Start of INPUT MATERIAL
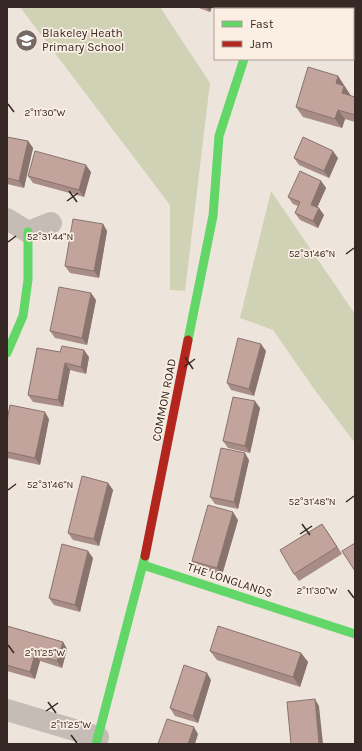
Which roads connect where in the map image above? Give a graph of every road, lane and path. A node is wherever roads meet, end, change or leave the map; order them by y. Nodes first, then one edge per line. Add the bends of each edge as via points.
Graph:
1 (244, 60) edge
2 (7, 219) edge
3 (51, 223) dead end
4 (28, 232) junction
5 (7, 353) edge
6 (143, 565) junction
7 (355, 634) edge
8 (7, 710) edge
9 (97, 741) edge

1 - 6 street, COMMON ROAD via 219,136 213,216
2 - 4 street
3 - 4 street
4 - 5 street via 28,280 23,316
6 - 7 street, THE LONGLANDS
6 - 9 street, COMMON ROAD
8 - 9 street

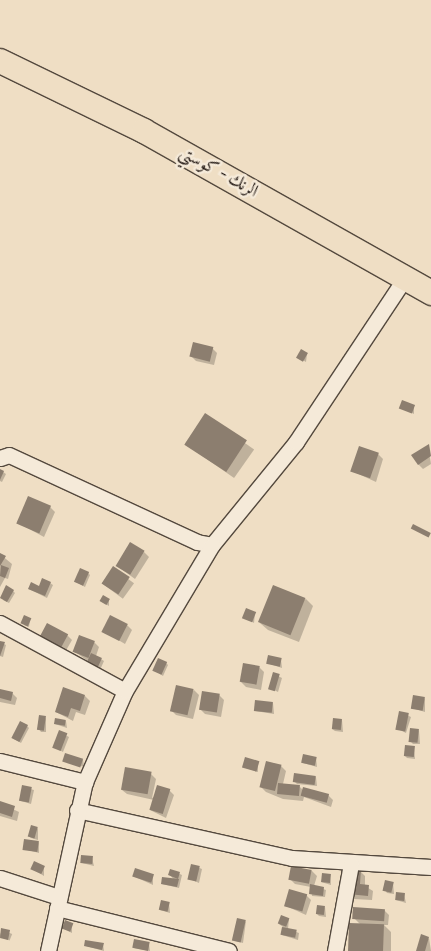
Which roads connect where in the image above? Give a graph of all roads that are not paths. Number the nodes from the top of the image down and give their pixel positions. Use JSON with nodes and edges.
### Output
{"nodes":[{"id":1,"x":0,"y":61,"type":"edge"},
{"id":2,"x":405,"y":278,"type":"junction"},
{"id":3,"x":431,"y":293,"type":"edge"},
{"id":4,"x":0,"y":458,"type":"edge"},
{"id":5,"x":212,"y":544,"type":"junction"},
{"id":6,"x":0,"y":623,"type":"edge"},
{"id":7,"x":125,"y":691,"type":"junction"},
{"id":8,"x":0,"y":761,"type":"edge"},
{"id":9,"x":85,"y":782,"type":"junction"},
{"id":10,"x":77,"y":810,"type":"junction"},
{"id":11,"x":351,"y":864,"type":"junction"},
{"id":12,"x":431,"y":866,"type":"edge"},
{"id":13,"x":0,"y":878,"type":"edge"},
{"id":14,"x":58,"y":903,"type":"junction"},
{"id":15,"x":48,"y":951,"type":"edge"},
{"id":16,"x":229,"y":951,"type":"edge"},
{"id":17,"x":335,"y":951,"type":"edge"}],
"edges":[{"from":1,"to":2,"type":"main road","name":"الرنك - كوستي"},
{"from":2,"to":3,"type":"main road","name":"الرنك - كوستي"},
{"from":2,"to":5,"type":"street"},
{"from":4,"to":5,"type":"street"},
{"from":5,"to":7,"type":"street"},
{"from":6,"to":7,"type":"street"},
{"from":7,"to":9,"type":"street"},
{"from":8,"to":9,"type":"street"},
{"from":9,"to":10,"type":"street"},
{"from":10,"to":11,"type":"street"},
{"from":10,"to":14,"type":"street"},
{"from":11,"to":12,"type":"street"},
{"from":11,"to":17,"type":"street"},
{"from":13,"to":14,"type":"street"},
{"from":14,"to":15,"type":"street"},
{"from":14,"to":16,"type":"street"}]}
End of INPUT MATERIAL
(BRIEF)
In the listing above, find every line with the word "where" and copy it out.

(EXERCISE SOLUTION)
Which roads connect where in the map image above? Give a graph of every road, lane and path. A node is wherever roads meet, end, change or leave the map; order them by y. Nodes first, then one edge per line. Add the bends of each edge as via points.
Which roads connect where in the image above? Give a graph of all roads that are not paths. Number the nodes from the top of the image down and give their pixel positions. Use JSON with nodes and edges.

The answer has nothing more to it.